A basking shark circles their fishing boat when Callum and his dad are taking in the creels. It is as long as their 16ft boat. They watch as the fin slices through the sea around them a few times. The whole sequence lasts no more than a minute, then the shark swims under the boat and is gone.
For most pupils, such adventures only happen in the movies. But for pupils like Callum at Kirkwall Grammar in Orkney, island life has many features that compensate for the lack of shopping malls.
Last year, a television crew from Caledonia TV in Glasgow began filming pupils at Kirkwall Grammar for a new series on Five called Over the Sea to School. Thirteen programmes were made over eight months, following the progress of children from different islands who are weekly boarders at Kirkwall.
"It is is a compelling story that children will identify with and illustrates our commitment to reflect children's lives throughout the UK,"
says Nick Wilson, controller of Five's children's programmes.

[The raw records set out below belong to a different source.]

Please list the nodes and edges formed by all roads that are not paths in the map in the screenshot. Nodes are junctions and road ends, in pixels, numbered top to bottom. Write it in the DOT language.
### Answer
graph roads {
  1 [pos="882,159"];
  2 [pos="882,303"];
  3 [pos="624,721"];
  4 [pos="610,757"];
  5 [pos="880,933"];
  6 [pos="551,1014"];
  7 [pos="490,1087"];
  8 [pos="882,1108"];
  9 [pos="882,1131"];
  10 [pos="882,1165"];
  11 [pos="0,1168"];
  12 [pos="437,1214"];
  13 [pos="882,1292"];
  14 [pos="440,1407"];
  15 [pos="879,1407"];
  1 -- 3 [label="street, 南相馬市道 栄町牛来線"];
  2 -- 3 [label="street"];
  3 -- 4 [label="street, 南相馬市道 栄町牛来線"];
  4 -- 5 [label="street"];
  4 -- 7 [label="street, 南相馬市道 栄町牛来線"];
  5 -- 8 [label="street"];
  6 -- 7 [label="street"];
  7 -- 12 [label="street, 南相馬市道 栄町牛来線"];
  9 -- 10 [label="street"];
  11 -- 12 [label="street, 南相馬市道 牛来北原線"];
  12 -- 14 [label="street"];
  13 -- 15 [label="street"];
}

The series begins with the children preparing to board the ferries to leave for their new life in the hostel at Kirkwall's secondary school on the largest of the islands, known as Mainland.
Only 17 of Orkney's 70 islands are inhabited. The two secondary schools, serving a population of around 20,000 Orcadians, are Stromness Academy and Kirkwall Grammar, both on Mainland. Three junior secondaries on Westray, Sanday and Stronsay take pupils up to 16, and another on the island of Hoy takes children until the end of S2.
It is a big moment in these children's lives when they get on the ferry for the first time to go to "the big school", especially when they have come from primaries with only 10 or 20 pupils. They get home every weekend, but for mums and dads and brothers and sisters left behind, life will never be quite the same again.
Fourteen-year-old Drugh O'Neill is one of the pupils who feature alongside Callum in the series. Her name means "strong child" in Gaelic, and she lives up to it. During the week, Drugh stays at Papdale halls of residence, a couple of minutes' walk from Kirkwall Grammar. She travels to school by ferry from the island of Flotta at the beginning of the week and goes home on Fridays.
Drugh shows off the room she shares with her friend Holly, whose gold sandals, abandoned on the floor, add a bit of sparkle to the basic accommodation. The hostel is home to 70 pupils and looks and smells squeaky clean.
It is managed independently from the school, although Kirkwall Grammar's headteacher, Iain Ballantine, takes a close interest. The school has a pastoral care team of six teachers who monitor the educational and emotional needs of children. The pupils can transfer to Kirkwall at 12, 14 or 16, depending on the schools on their island.
"They have all the problems of homesickness; of being away from their mum and dad; of not having their own room; of meeting people from a variety of very different places and backgrounds; and of being confronted by the temptations of what to them is a much more diverse culture," says Mr Ballantine.
"The whole of Orkney is a safe place to grow up for young people, but in the north isles that's exaggerated even more.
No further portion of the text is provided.